= Entries shown =
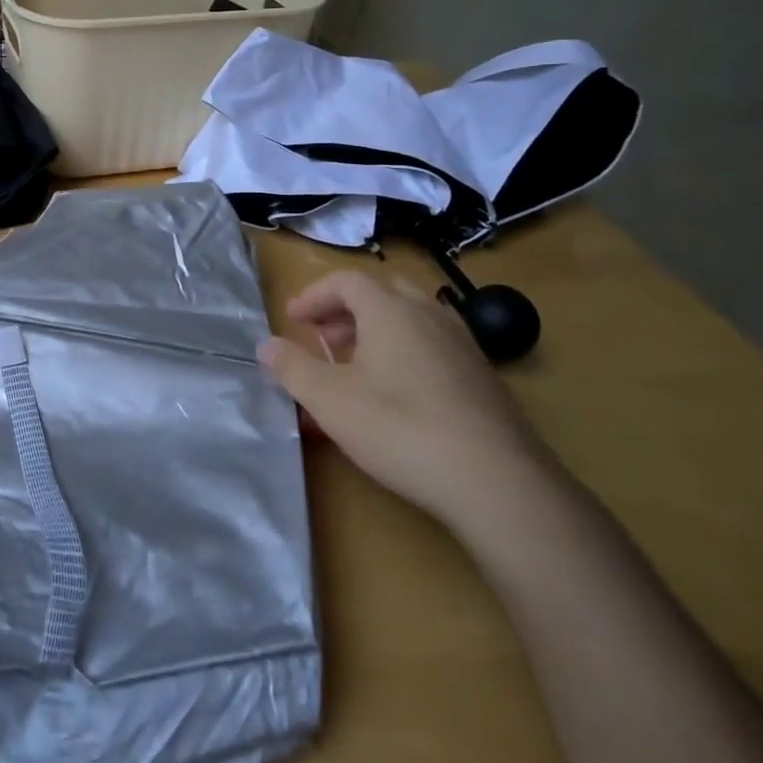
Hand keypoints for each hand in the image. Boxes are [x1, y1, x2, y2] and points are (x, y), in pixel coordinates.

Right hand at [259, 270, 546, 533]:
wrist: (496, 481)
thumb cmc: (400, 428)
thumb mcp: (329, 400)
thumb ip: (292, 367)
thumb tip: (266, 345)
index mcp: (391, 310)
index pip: (346, 281)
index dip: (314, 296)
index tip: (293, 320)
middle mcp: (430, 315)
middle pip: (381, 294)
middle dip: (345, 312)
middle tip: (324, 340)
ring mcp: (463, 345)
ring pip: (411, 320)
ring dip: (376, 332)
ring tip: (357, 368)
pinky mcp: (484, 378)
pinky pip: (433, 346)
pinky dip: (406, 353)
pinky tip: (398, 396)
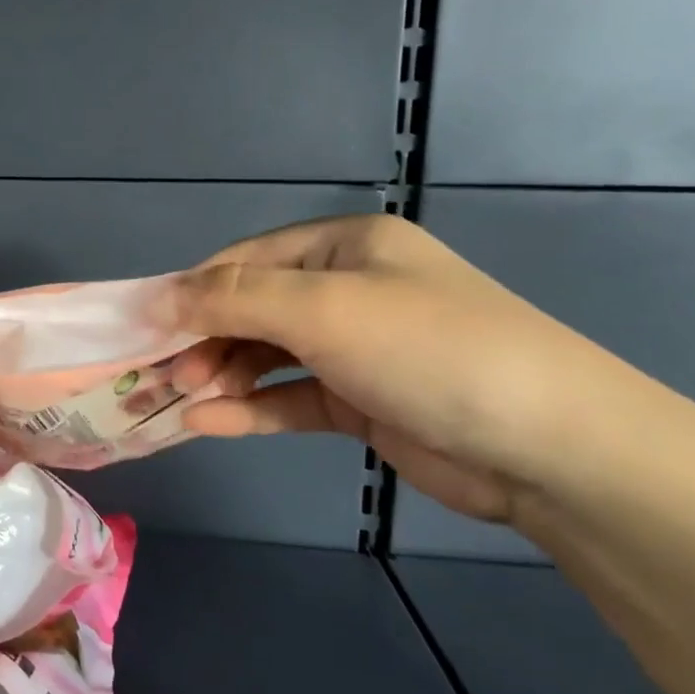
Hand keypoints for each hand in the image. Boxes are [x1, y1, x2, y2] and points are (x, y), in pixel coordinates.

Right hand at [170, 215, 645, 522]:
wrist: (551, 447)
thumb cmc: (427, 349)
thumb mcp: (322, 309)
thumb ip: (232, 300)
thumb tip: (156, 298)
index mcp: (343, 246)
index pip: (245, 262)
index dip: (191, 292)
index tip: (143, 328)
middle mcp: (347, 288)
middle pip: (251, 309)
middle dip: (204, 340)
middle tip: (160, 376)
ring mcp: (355, 348)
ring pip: (266, 356)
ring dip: (222, 377)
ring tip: (178, 401)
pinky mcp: (361, 402)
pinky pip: (291, 398)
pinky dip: (251, 409)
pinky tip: (207, 425)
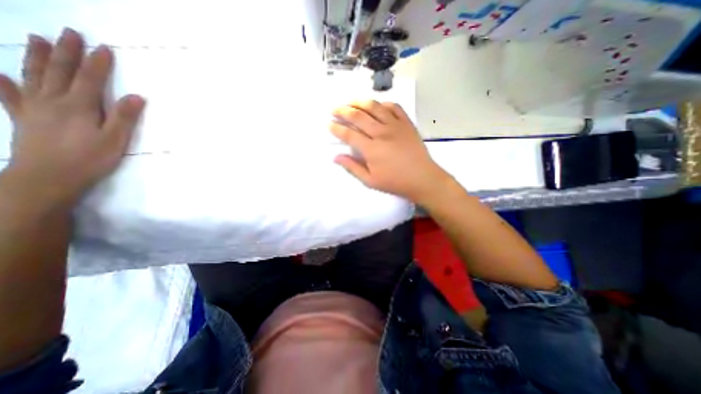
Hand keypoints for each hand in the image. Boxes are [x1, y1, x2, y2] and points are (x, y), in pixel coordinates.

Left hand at [0, 27, 143, 206]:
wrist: (48, 177)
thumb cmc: (90, 159)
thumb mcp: (115, 140)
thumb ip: (124, 117)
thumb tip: (137, 97)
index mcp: (79, 106)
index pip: (90, 78)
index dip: (98, 63)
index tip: (104, 47)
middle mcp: (53, 100)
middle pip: (60, 71)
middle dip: (67, 51)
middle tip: (70, 32)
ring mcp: (34, 108)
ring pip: (34, 76)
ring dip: (37, 57)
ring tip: (37, 38)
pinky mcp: (23, 118)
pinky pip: (10, 96)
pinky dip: (3, 82)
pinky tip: (0, 73)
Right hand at [331, 100, 448, 204]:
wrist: (422, 178)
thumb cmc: (395, 182)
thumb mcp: (370, 181)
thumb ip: (352, 168)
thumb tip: (336, 157)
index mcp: (371, 149)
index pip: (349, 134)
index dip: (336, 128)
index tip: (329, 124)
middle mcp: (381, 133)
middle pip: (358, 116)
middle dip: (343, 111)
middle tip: (334, 109)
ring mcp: (395, 125)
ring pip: (374, 107)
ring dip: (360, 102)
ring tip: (350, 102)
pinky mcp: (407, 123)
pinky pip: (394, 107)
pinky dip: (383, 103)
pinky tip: (377, 105)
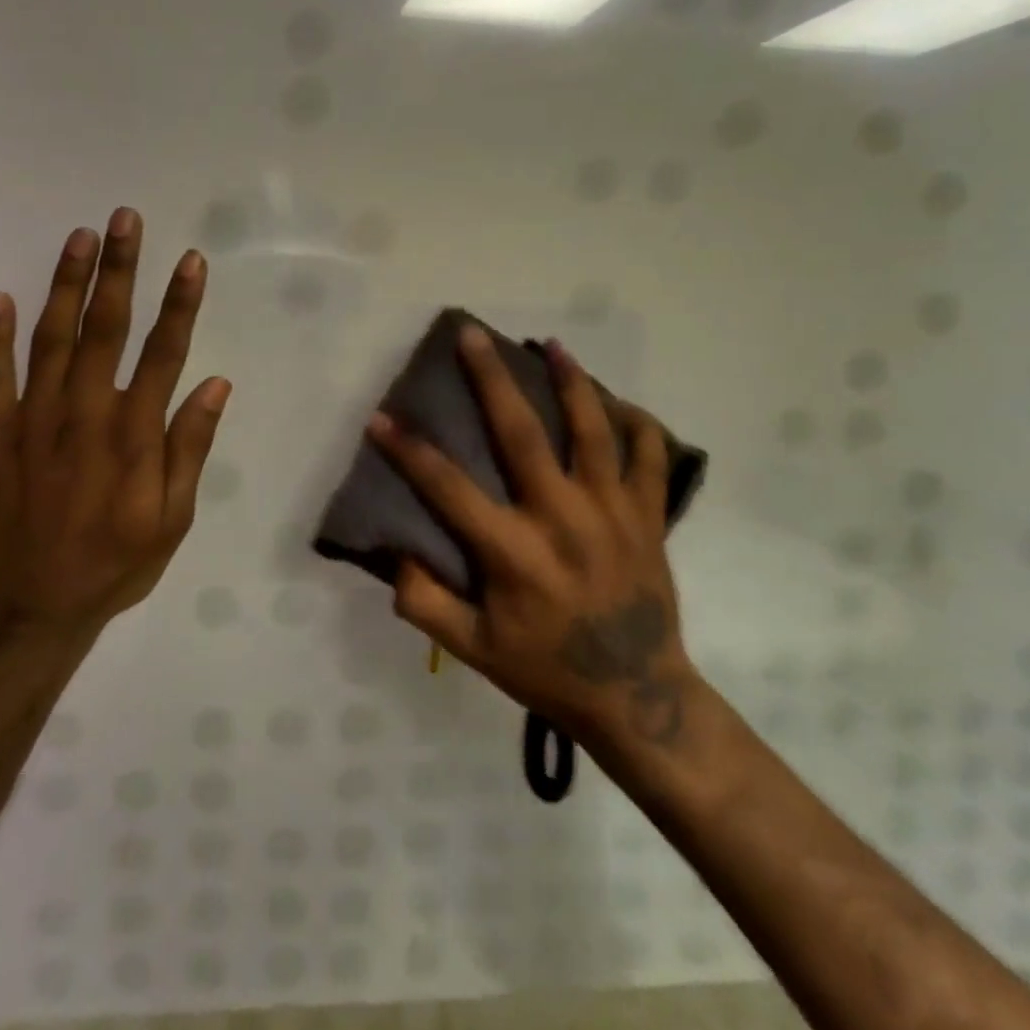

= Assignment =
Look over the records. Copy the lines that include the word "hand".

= Exercise solution =
Hand keypoints for each hand in the image. Boxes are [x1, y1, x2, y2] and points are (x, y), in pixel coordinates.
Right hand at [259, 270, 546, 533]:
Hand keypoints for each hand in the image. Boxes are [x1, y1, x2, y2] and points are (x, y), in pixel coordinates.
Right hand at [170, 215, 645, 522]:
Hand keypoints for each hand in the image. Boxes are [x1, y1, x2, y2] and points are (x, y), in pixel coordinates.
Left hand at [0, 27, 143, 206]:
Right hand at [331, 100, 448, 204]:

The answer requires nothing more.